The elk is also known as the wapiti, a Shawnee word meaning white deer. When they first saw elk, the early settlers thought the animals were moose, so they called them elk which is a British word for moose.
Both bull and cow elk have a distinctive light-colored rump patch. Bulls can stand as tall as five feet at the shoulders.
Elk tracks are longer and more robust than those of deer. Scat is similar to deer scat, but much larger. It can be ¾ inch long. Elk also leave distinctive wallows where they dig into the ground with their hooves and antlers and wallow in the dirt.
During rutting season, elk will tear apart shrubs and saplings with their antlers. They also rub their antlers on small trees to remove the velvet. The antlers branch off from a main beam that can be up to five feet long.
An adult bull can weigh over 1000 pounds. They feed on plants, leaves, bark, grasses, grains, and also eat lichen. In winter, they eat buds, bark, and twigs.

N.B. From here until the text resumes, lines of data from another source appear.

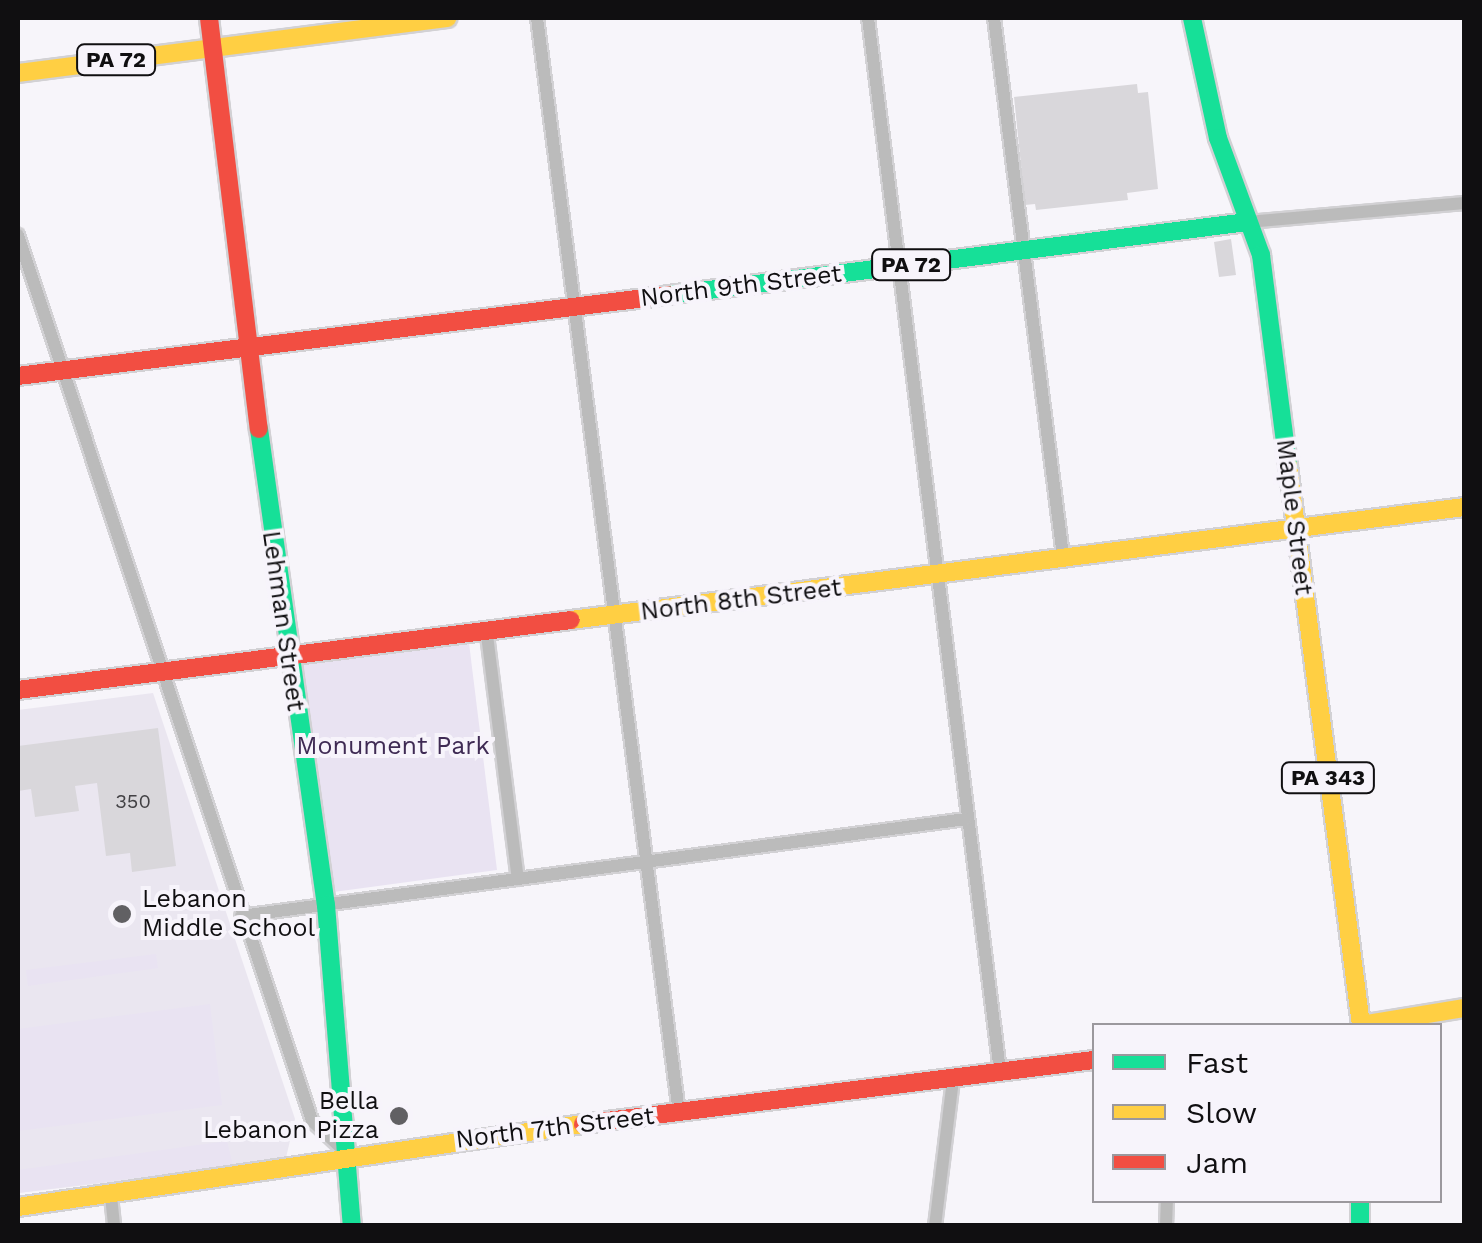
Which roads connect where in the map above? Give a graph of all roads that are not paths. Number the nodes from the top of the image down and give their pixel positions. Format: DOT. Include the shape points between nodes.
graph roads {
  1 [pos="210,18"];
  2 [pos="447,18"];
  3 [pos="536,18"];
  4 [pos="868,18"];
  5 [pos="994,18"];
  6 [pos="1192,18"];
  7 [pos="214,48"];
  8 [pos="18,72"];
  9 [pos="1464,203"];
  10 [pos="1248,222"];
  11 [pos="18,236"];
  12 [pos="1024,251"];
  13 [pos="898,267"];
  14 [pos="574,308"];
  15 [pos="248,352"];
  16 [pos="63,374"];
  17 [pos="18,376"];
  18 [pos="1464,508"];
  19 [pos="1296,531"];
  20 [pos="1062,556"];
  21 [pos="937,574"];
  22 [pos="614,616"];
  23 [pos="487,635"];
  24 [pos="287,660"];
  25 [pos="166,672"];
  26 [pos="18,690"];
  27 [pos="966,819"];
  28 [pos="646,862"];
  29 [pos="518,879"];
  30 [pos="326,905"];
  31 [pos="241,916"];
  32 [pos="1464,1008"];
  33 [pos="1359,1023"];
  34 [pos="1371,1023"];
  35 [pos="1092,1060"];
  36 [pos="1000,1072"];
  37 [pos="953,1078"];
  38 [pos="678,1112"];
  39 [pos="352,1157"];
  40 [pos="111,1196"];
  41 [pos="18,1207"];
  42 [pos="114,1226"];
  43 [pos="352,1226"];
  44 [pos="935,1226"];
  1 -- 7 [label="main road, Lehman Street"];
  2 -- 7 [label="main road, PA 72"];
  3 -- 14 [label="street"];
  4 -- 13 [label="street"];
  5 -- 12 [label="street"];
  6 -- 10 [label="main road, Maple Street" via="1218,138"];
  7 -- 8 [label="main road, PA 72"];
  7 -- 15 [label="main road, Lehman Street"];
  9 -- 10 [label="street, North 9th Street"];
  10 -- 12 [label="main road, North 9th Street / PA 72"];
  10 -- 19 [label="main road, Maple Street / PA 343" via="1261,255"];
  11 -- 16 [label="street"];
  12 -- 13 [label="main road, North 9th Street / PA 72"];
  12 -- 20 [label="street"];
  13 -- 14 [label="main road, North 9th Street / PA 72"];
  13 -- 21 [label="street"];
  14 -- 15 [label="main road, North 9th Street / PA 72"];
  14 -- 22 [label="street"];
  15 -- 16 [label="main road, North 9th Street / PA 72"];
  15 -- 24 [label="main road, Lehman Street"];
  16 -- 17 [label="main road, North 9th Street / PA 72"];
  16 -- 25 [label="street"];
  18 -- 19 [label="main road, North 8th Street"];
  19 -- 20 [label="main road, North 8th Street"];
  19 -- 33 [label="main road, Maple Street / PA 343"];
  20 -- 21 [label="main road, North 8th Street"];
  21 -- 22 [label="main road, North 8th Street"];
  21 -- 27 [label="street"];
  22 -- 23 [label="main road, North 8th Street"];
  22 -- 28 [label="street"];
  23 -- 24 [label="main road, North 8th Street"];
  23 -- 29 [label="street"];
  24 -- 25 [label="main road, North 8th Street"];
  24 -- 30 [label="main road, Lehman Street"];
  25 -- 26 [label="main road, North 8th Street"];
  25 -- 31 [label="street"];
  27 -- 28 [label="street"];
  27 -- 36 [label="street"];
  28 -- 29 [label="street"];
  28 -- 38 [label="street"];
  29 -- 30 [label="street"];
  30 -- 31 [label="street"];
  30 -- 39 [label="main road, Lehman Street"];
  31 -- 39 [label="street" via="312,1121"];
  32 -- 34 [label="main road, PA 343"];
  35 -- 36 [label="main road, North 7th Street"];
  36 -- 37 [label="main road, North 7th Street"];
  37 -- 38 [label="main road, North 7th Street"];
  37 -- 44 [label="street"];
  38 -- 39 [label="main road, North 7th Street"];
  39 -- 40 [label="main road, North 7th Street"];
  39 -- 43 [label="main road, Lehman Street"];
  40 -- 41 [label="main road, North 7th Street"];
  40 -- 42 [label="street"];
}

Despite their large size, bulls can run 35 miles per hour. Both bulls and cows are good swimmers.
Elk are active at dusk and dawn and are frequently seen feeding in prairies during the day. Elk can also be nocturnal. They inhabit woods and pastures.

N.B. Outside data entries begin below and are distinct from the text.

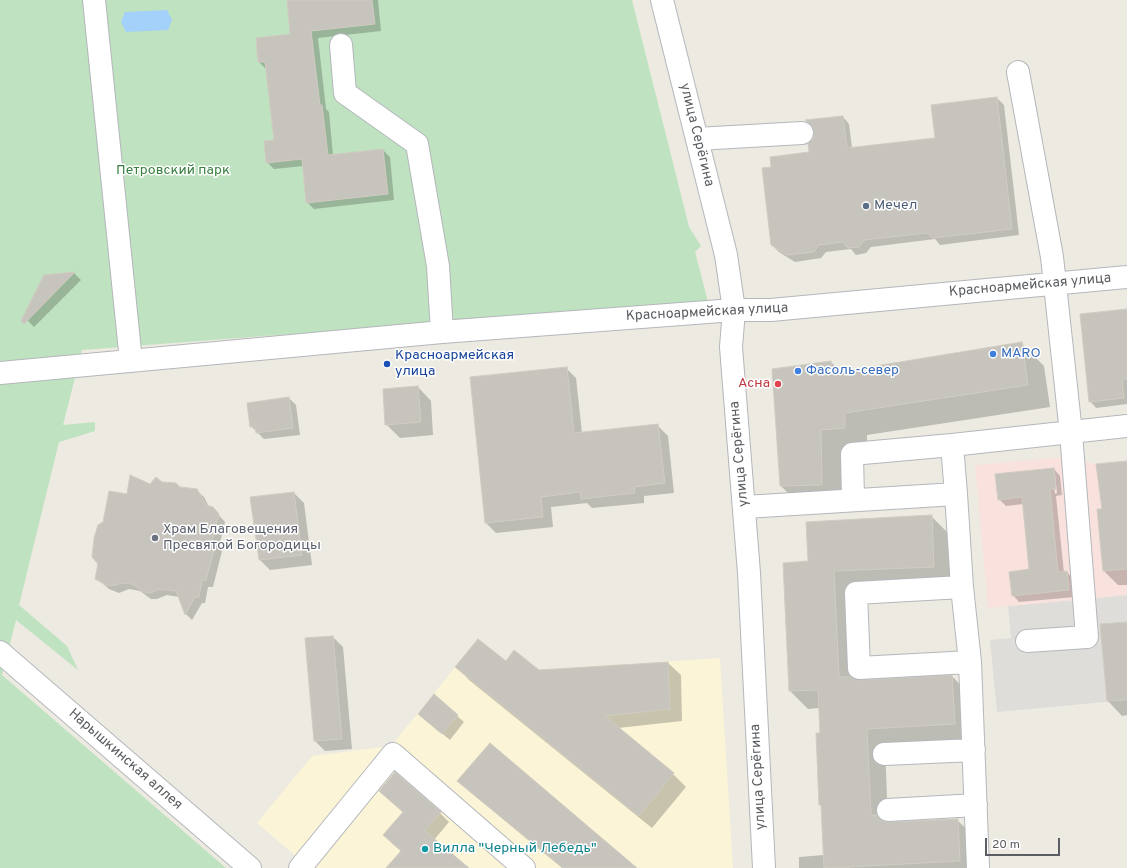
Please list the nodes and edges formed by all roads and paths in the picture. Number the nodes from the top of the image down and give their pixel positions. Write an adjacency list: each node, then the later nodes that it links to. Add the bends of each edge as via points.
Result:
1 (94, 0): 11 (street)
2 (662, 0): 6 (street, улица Серёгина)
3 (341, 45): 10 (street, via 345,93 417,144 438,266)
4 (1018, 72): 8 (street)
5 (802, 133): 6 (street)
6 (697, 139): 9 (street, улица Серёгина, via 726,255)
7 (1127, 277): 8 (street, Красноармейская улица)
8 (1055, 284): 9 (street, Красноармейская улица, via 771,310); 14 (street)
9 (734, 310): 10 (street, Красноармейская улица); 18 (street, улица Серёгина, via 731,347)
10 (442, 332): 11 (street, Красноармейская улица)
11 (131, 361): 12 (street, Красноармейская улица)
12 (0, 373)
13 (1127, 426): 14 (street)
14 (1071, 433): 15 (street); 20 (street, via 1087,638)
15 (952, 445): 16 (street); 17 (street, via 852,454)
16 (956, 494): 17 (street); 19 (street)
17 (853, 500): 18 (street)
18 (744, 507): 30 (street, улица Серёгина)
19 (962, 587): 22 (street); 22 (street, via 856,593 859,668)
20 (1027, 641)
21 (0, 652): 27 (street, Нарышкинская аллея)
22 (970, 662): 23 (street)
23 (974, 750): 24 (street); 25 (street)
24 (884, 754)
25 (976, 805): 26 (street); 31 (street)
26 (888, 810)
27 (250, 868)
28 (300, 868): 29 (street, via 393,754)
29 (524, 868)
30 (764, 868)
31 (978, 868)

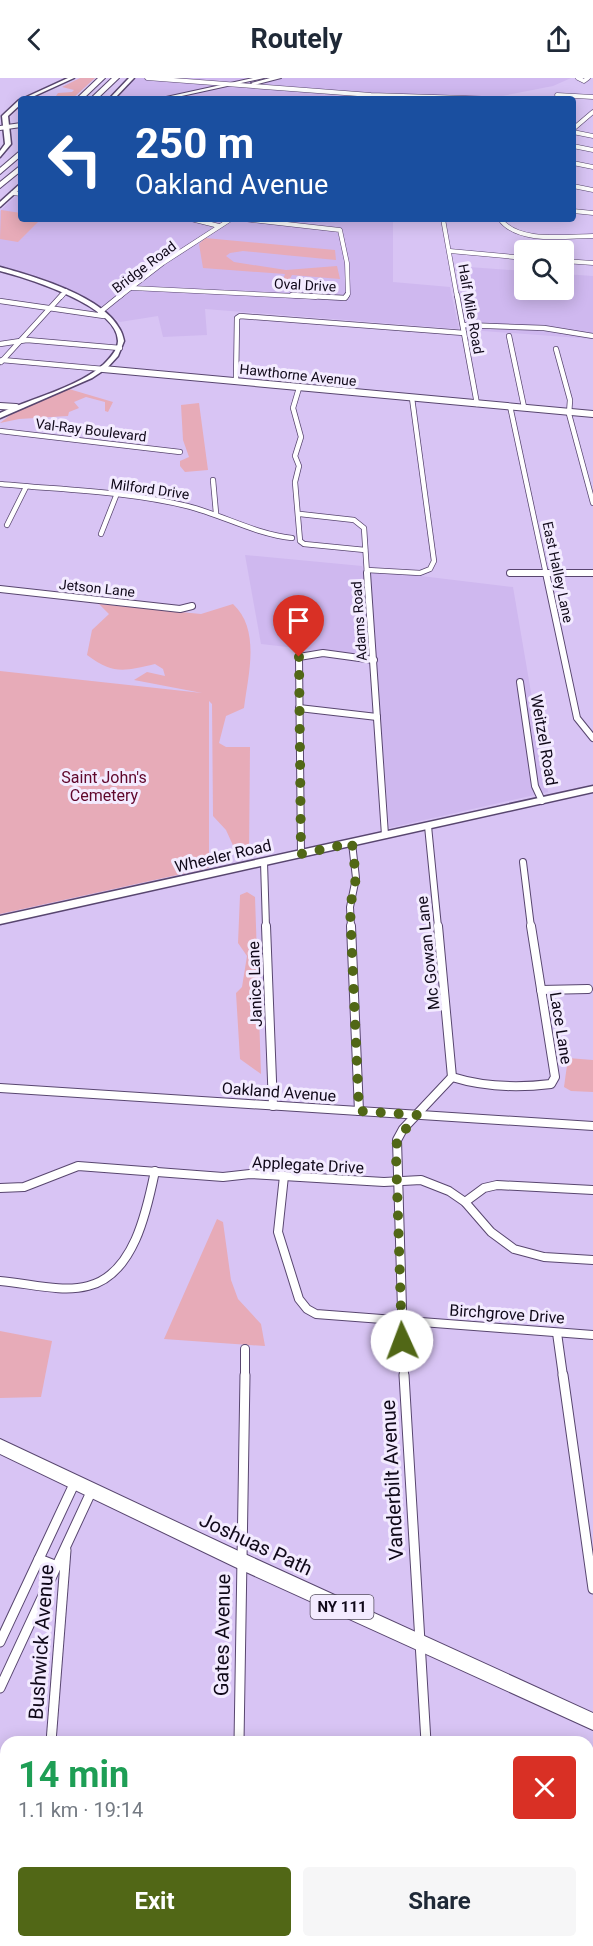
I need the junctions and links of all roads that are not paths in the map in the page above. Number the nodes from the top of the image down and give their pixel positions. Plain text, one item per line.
1 (72, 78) edge
2 (102, 78) edge
3 (116, 78) edge
4 (132, 78) edge
5 (147, 78) edge
6 (261, 78) edge
7 (278, 78) edge
8 (578, 78) edge
9 (590, 78) edge
10 (226, 85) junction
11 (239, 86) junction
12 (557, 94) dead end
13 (371, 95) joint
14 (31, 96) edge
15 (82, 96) edge
16 (96, 96) edge
17 (114, 96) edge
18 (174, 96) edge
19 (193, 96) edge
20 (402, 96) edge
21 (593, 97) edge
22 (18, 103) edge
23 (593, 112) edge
24 (576, 118) edge
25 (584, 119) junction
26 (18, 126) edge
27 (576, 127) edge
28 (18, 129) edge
29 (3, 130) edge
30 (576, 131) edge
31 (593, 135) edge
32 (576, 147) edge
33 (593, 150) edge
34 (0, 155) edge
35 (18, 155) edge
36 (576, 164) edge
37 (593, 167) edge
38 (18, 170) edge
39 (0, 172) edge
40 (0, 186) edge
41 (576, 187) edge
42 (18, 188) edge
43 (593, 190) edge
44 (13, 193) junction
45 (18, 194) edge
46 (0, 205) edge
47 (576, 211) edge
48 (593, 213) edge
49 (203, 222) edge
50 (226, 222) edge
51 (269, 222) edge
52 (444, 222) edge
53 (501, 222) edge
54 (219, 226) junction
55 (510, 230) junction
56 (503, 232) dead end
57 (593, 236) edge
58 (450, 251) junction
59 (514, 257) edge
60 (574, 262) edge
61 (593, 263) edge
62 (0, 269) edge
63 (132, 288) junction
64 (66, 291) junction
65 (0, 302) edge
66 (48, 309) junction
67 (103, 314) junction
68 (463, 325) junction
69 (465, 333) junction
70 (508, 336) dead end
71 (593, 336) edge
72 (18, 342) junction
73 (0, 344) edge
74 (120, 348) junction
75 (556, 349) dead end
76 (1, 362) edge
77 (103, 369) junction
78 (236, 381) junction
79 (299, 388) junction
80 (412, 398) junction
81 (477, 404) junction
82 (0, 406) edge
83 (510, 406) junction
84 (16, 407) junction
85 (524, 408) junction
86 (570, 411) junction
87 (593, 414) edge
88 (0, 416) edge
89 (0, 431) edge
90 (180, 452) dead end
91 (213, 480) dead end
92 (0, 484) edge
93 (26, 487) junction
94 (116, 496) junction
95 (592, 496) edge
96 (593, 503) edge
97 (216, 513) junction
98 (300, 514) junction
99 (7, 525) dead end
100 (101, 534) dead end
101 (292, 538) dead end
102 (365, 550) junction
103 (367, 570) junction
104 (510, 573) dead end
105 (547, 573) junction
106 (593, 573) edge
107 (0, 589) edge
108 (192, 606) dead end
109 (374, 660) junction
110 (520, 682) dead end
111 (299, 708) junction
112 (377, 717) junction
113 (593, 738) edge
114 (593, 789) edge
115 (542, 801) junction
116 (428, 826) junction
117 (385, 835) junction
118 (352, 843) junction
119 (301, 854) junction
120 (264, 862) junction
121 (523, 862) dead end
122 (0, 921) edge
123 (588, 989) dead end
124 (542, 990) junction
125 (452, 1077) junction
126 (0, 1088) edge
127 (273, 1106) junction
128 (359, 1111) junction
129 (417, 1115) junction
130 (593, 1126) edge
131 (155, 1171) junction
132 (284, 1176) junction
133 (396, 1180) junction
134 (0, 1188) edge
135 (593, 1190) edge
136 (465, 1202) junction
137 (593, 1260) edge
138 (0, 1281) edge
139 (401, 1322) junction
140 (557, 1333) junction
141 (593, 1335) edge
142 (245, 1349) dead end
143 (0, 1446) edge
144 (75, 1482) junction
145 (92, 1490) junction
146 (66, 1545) junction
147 (39, 1559) junction
148 (241, 1560) junction
149 (57, 1566) junction
150 (593, 1589) edge
151 (0, 1642) edge
152 (420, 1642) junction
153 (0, 1688) edge
154 (593, 1722) edge
155 (51, 1736) edge
156 (239, 1736) edge
157 (426, 1736) edge

1 - 14 main road
2 - 15 highway
3 - 16 highway
4 - 17 main road
5 - 10 street
6 - 10 main road
7 - 11 main road
8 - 9 street
10 - 11 street
10 - 18 main road
11 - 13 street
11 - 19 main road
12 - 21 street
13 - 20 street
22 - 29 main road
23 - 25 street
24 - 25 street
25 - 27 street
26 - 29 main road
28 - 29 main road
29 - 34 main road
30 - 31 street
32 - 33 street
35 - 39 highway
36 - 37 street
38 - 40 highway
41 - 43 street
42 - 44 main road
44 - 45 street
44 - 46 main road
47 - 48 street
49 - 54 street
50 - 54 street, Bridge Road
51 - 63 street, Oval Drive
52 - 58 street, Half Mile Road
53 - 55 street
54 - 63 street, Bridge Road
55 - 56 street
55 - 57 street
58 - 59 street
58 - 68 street, Half Mile Road
60 - 61 street
62 - 64 main road
63 - 67 street, Bridge Road
64 - 66 street
64 - 67 main road
65 - 66 street
66 - 67 street
66 - 72 street
67 - 74 main road
68 - 69 street, Half Mile Road
68 - 71 street
69 - 78 street
69 - 81 street, Half Mile Road
70 - 85 street
72 - 73 street
72 - 74 street
72 - 76 street
74 - 77 main road
75 - 86 street
76 - 77 street, Hawthorne Avenue
77 - 78 street, Hawthorne Avenue
77 - 84 main road
78 - 79 street, Hawthorne Avenue
79 - 80 street, Hawthorne Avenue
79 - 98 street
80 - 81 street, Hawthorne Avenue
80 - 103 street, Adams Road
81 - 83 street, Hawthorne Avenue
82 - 84 street
83 - 85 street, Hawthorne Avenue
83 - 105 street, East Halley Lane
84 - 88 main road
85 - 86 street, Hawthorne Avenue
86 - 87 street, Hawthorne Avenue
86 - 95 street
89 - 90 street, Val-Ray Boulevard
91 - 97 street
92 - 93 street, Milford Drive
93 - 94 street, Milford Drive
93 - 99 street
94 - 97 street, Milford Drive
94 - 100 street
95 - 96 street
97 - 101 street, Milford Drive
98 - 102 street
98 - 102 street
102 - 103 street
103 - 109 street, Adams Road
104 - 105 street
105 - 106 street
105 - 113 street, East Halley Lane
107 - 108 street, Jetson Lane
109 - 111 street
109 - 112 street, Adams Road
110 - 115 street, Weitzel Road
111 - 112 street
111 - 119 street
112 - 117 street, Adams Road
114 - 115 main road, Wheeler Road
115 - 116 main road, Wheeler Road
116 - 117 main road, Wheeler Road
116 - 125 street, Mc Gowan Lane
117 - 118 main road, Wheeler Road
118 - 119 main road, Wheeler Road
118 - 128 street
119 - 120 main road, Wheeler Road
120 - 122 main road, Wheeler Road
120 - 127 street, Janice Lane
121 - 124 street, Lace Lane
123 - 124 street
124 - 125 street, Lace Lane
125 - 129 street
126 - 127 street, Oakland Avenue
127 - 128 street, Oakland Avenue
128 - 129 street, Oakland Avenue
129 - 130 street, Oakland Avenue
129 - 133 street, Vanderbilt Avenue
131 - 132 street, Applegate Drive
131 - 134 street, Applegate Drive
131 - 138 street
132 - 133 street, Applegate Drive
132 - 139 street, Birchgrove Drive
133 - 136 street, Applegate Drive
133 - 139 street, Vanderbilt Avenue
135 - 136 street
136 - 137 street, Applegate Drive
139 - 140 street, Birchgrove Drive
139 - 152 street, Vanderbilt Avenue
140 - 141 street, Birchgrove Drive
140 - 150 street
142 - 148 street, Gates Avenue
143 - 144 main road, Joshuas Path / NY 111
144 - 145 main road, Joshuas Path / NY 111
144 - 147 street
145 - 146 street
145 - 148 main road, Joshuas Path / NY 111
146 - 149 street
146 - 155 street, Bushwick Avenue
147 - 149 street
147 - 151 street
148 - 152 main road, Joshuas Path / NY 111
148 - 156 street, Gates Avenue
149 - 153 street
152 - 154 main road, Joshuas Path / NY 111
152 - 157 street, Vanderbilt Avenue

The rutting season occurs from August until November. During this time, the bulls join the cows in a herd. They are the most polygamous member of the deer family in America. A bull can collect a harem of up to 60 cows.
In the fall, rutting bulls bugle or whistle as a challenge to other bulls. The whistle can carry for long distances.
Cows will leave the herd for about a week to bear their calves. They can have one or two calves, which weigh up to 40 pounds each. Calves can walk almost immediately after birth. Mountain lions and bears prey on the calves.
At one time, "elk's teeth," the two upper canine teeth, were valued as watch fob charms. An elk will mark territory by stripping the bark from saplings and rubbing the tree with its chin.